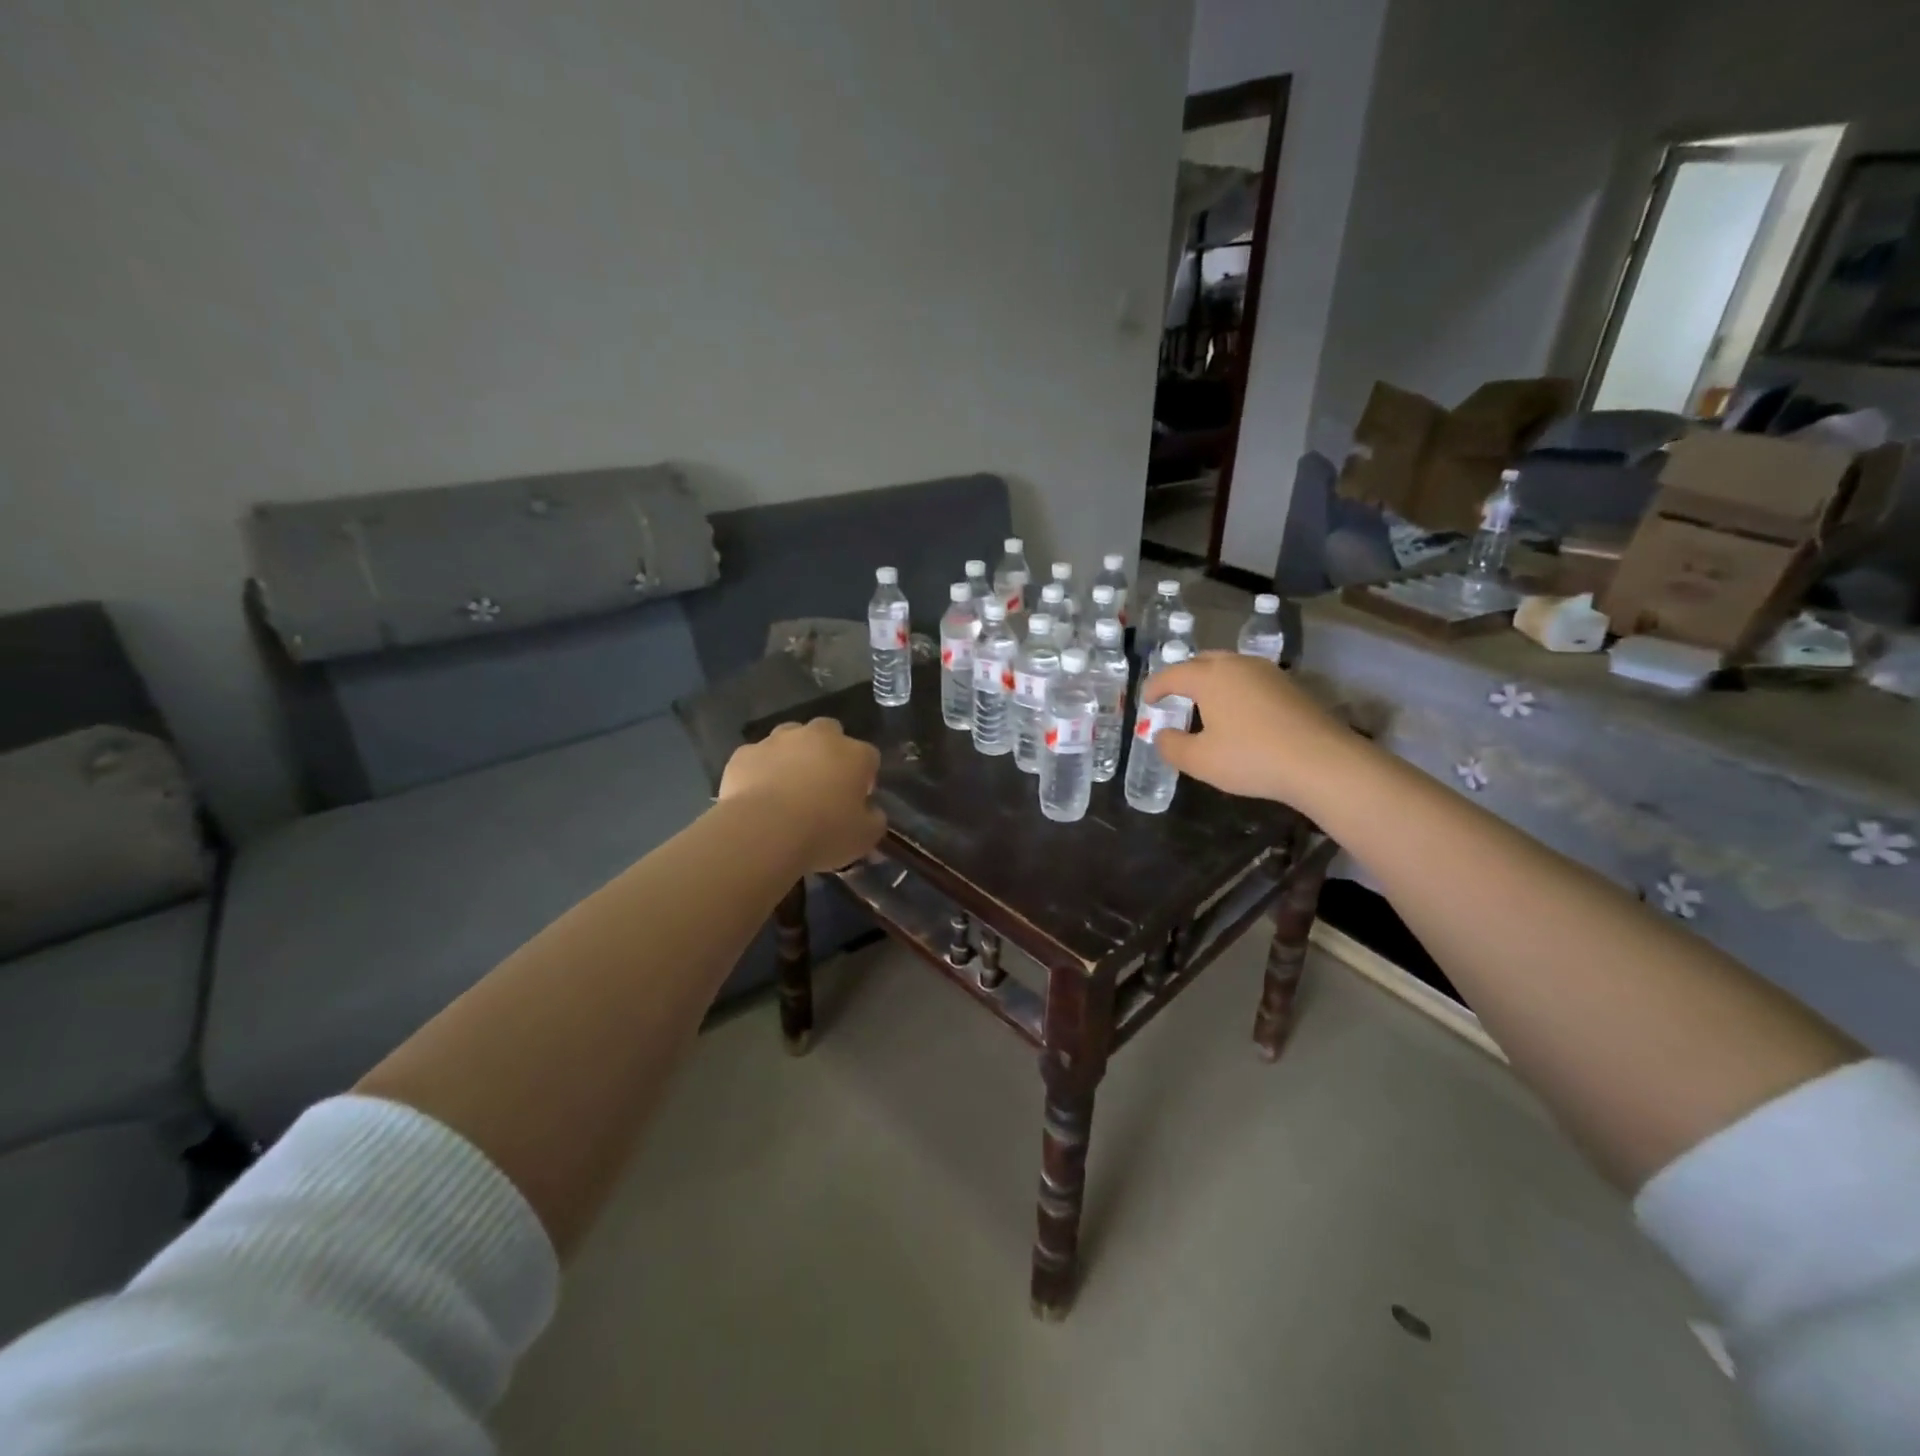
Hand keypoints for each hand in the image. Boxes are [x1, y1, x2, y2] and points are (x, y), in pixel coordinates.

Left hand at [719, 719, 885, 872]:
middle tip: (823, 783)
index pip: (869, 757)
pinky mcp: (745, 753)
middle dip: (829, 751)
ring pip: (790, 737)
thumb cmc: (824, 832)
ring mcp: (778, 740)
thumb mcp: (865, 836)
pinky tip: (758, 794)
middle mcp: (818, 737)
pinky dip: (760, 769)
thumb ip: (874, 819)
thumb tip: (872, 811)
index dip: (864, 777)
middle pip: (830, 732)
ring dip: (793, 754)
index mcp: (854, 754)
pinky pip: (757, 757)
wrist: (764, 831)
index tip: (857, 799)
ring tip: (788, 785)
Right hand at [1143, 652, 1361, 808]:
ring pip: (1229, 667)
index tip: (1146, 701)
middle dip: (1184, 676)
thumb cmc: (1251, 757)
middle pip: (1202, 661)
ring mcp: (1267, 672)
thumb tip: (1161, 734)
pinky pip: (1250, 679)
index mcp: (1209, 677)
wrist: (1321, 761)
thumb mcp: (1200, 761)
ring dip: (1212, 680)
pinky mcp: (1290, 685)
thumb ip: (1172, 746)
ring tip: (1205, 702)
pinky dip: (1235, 689)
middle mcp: (1237, 665)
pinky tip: (1239, 712)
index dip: (1154, 687)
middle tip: (1174, 696)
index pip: (1171, 675)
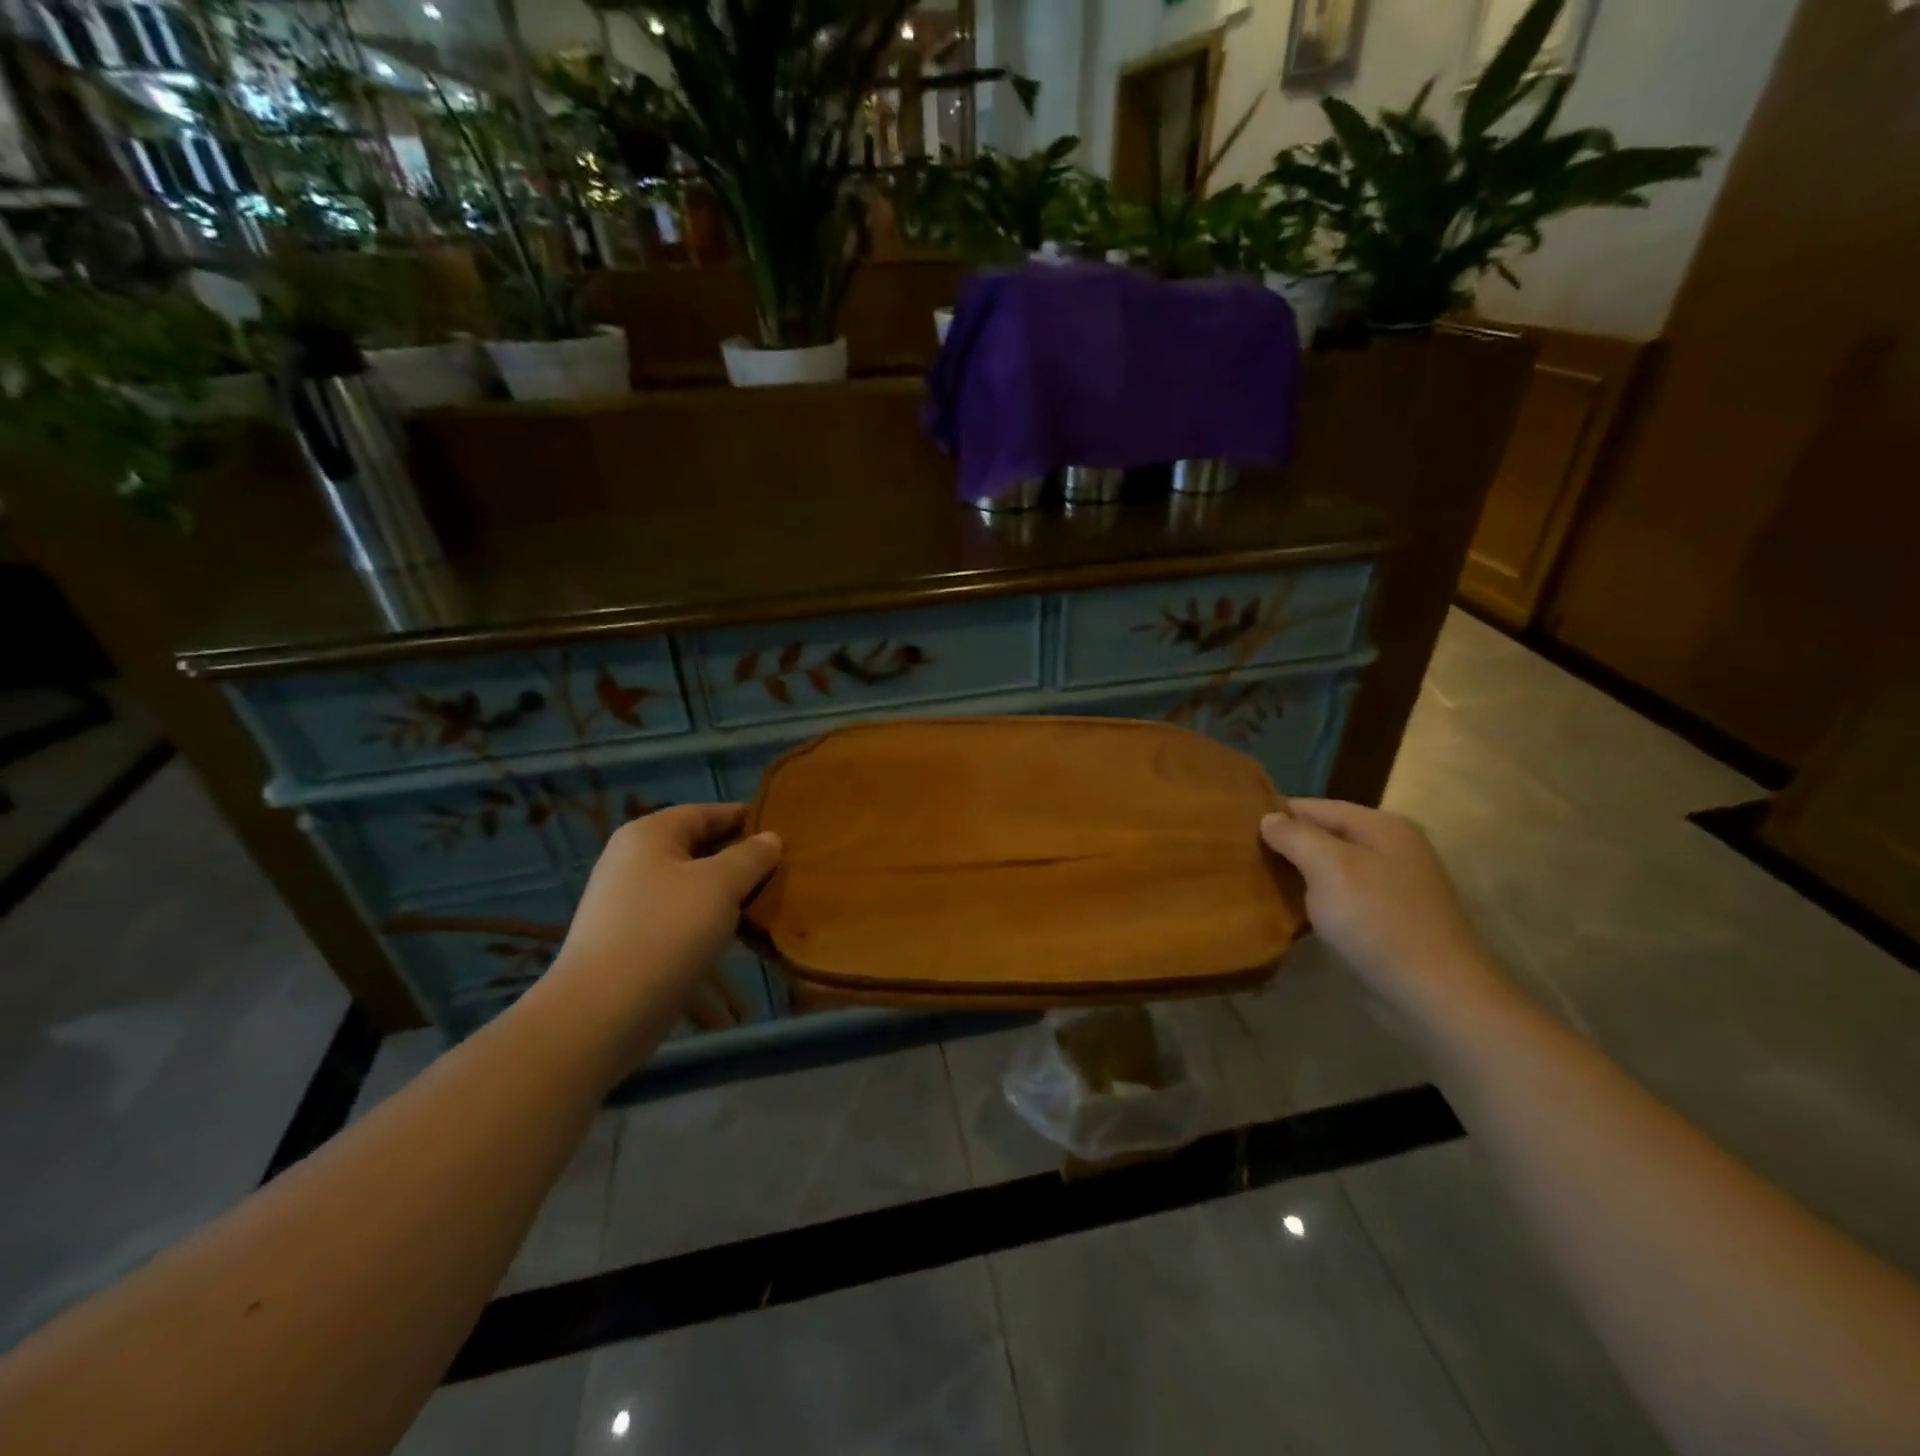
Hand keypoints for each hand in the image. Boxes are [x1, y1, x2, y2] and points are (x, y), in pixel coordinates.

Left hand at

— Exercise objective —
Please retype every record exactly, leaving the pictures out.

— Task solution —
Hand keypoints for each hand in the image. Boxes are [x1, y1, x2, y2] and points are (x, y), in pixel coordinates.

Left hand at [719, 719, 885, 872]:
middle tip: (823, 783)
index pip: (869, 757)
pinky mcp: (745, 753)
middle dip: (829, 751)
ring pip: (790, 737)
thumb cmc: (824, 832)
ring mcp: (778, 740)
thumb mcp: (865, 836)
pinky tip: (758, 794)
middle mcp: (818, 737)
pinky dip: (760, 769)
thumb ip: (874, 819)
thumb tip: (872, 811)
index dip: (864, 777)
middle pip: (830, 732)
ring dip: (793, 754)
index mcp: (854, 754)
pinky pip: (757, 757)
wrist: (764, 831)
index tip: (857, 799)
ring tip: (788, 785)
Right hand at [1143, 652, 1361, 808]:
ring pip: (1229, 667)
index tip: (1146, 701)
middle dip: (1184, 676)
thumb cmc: (1251, 757)
middle pip: (1202, 661)
ring mcp: (1267, 672)
thumb tip: (1161, 734)
pinky pip: (1250, 679)
index mcp: (1209, 677)
wrist: (1321, 761)
thumb mcp: (1200, 761)
ring dip: (1212, 680)
pinky mcp: (1290, 685)
thumb ip: (1172, 746)
ring tip: (1205, 702)
pinky dip: (1235, 689)
middle mcp: (1237, 665)
pinky tip: (1239, 712)
index dip: (1154, 687)
middle tip: (1174, 696)
index pip: (1171, 675)
Hand keypoints for each hand in the image. Boxes are [x1, y1, x2, y2] and points are (x, y), in pixel coordinates.

Left hand at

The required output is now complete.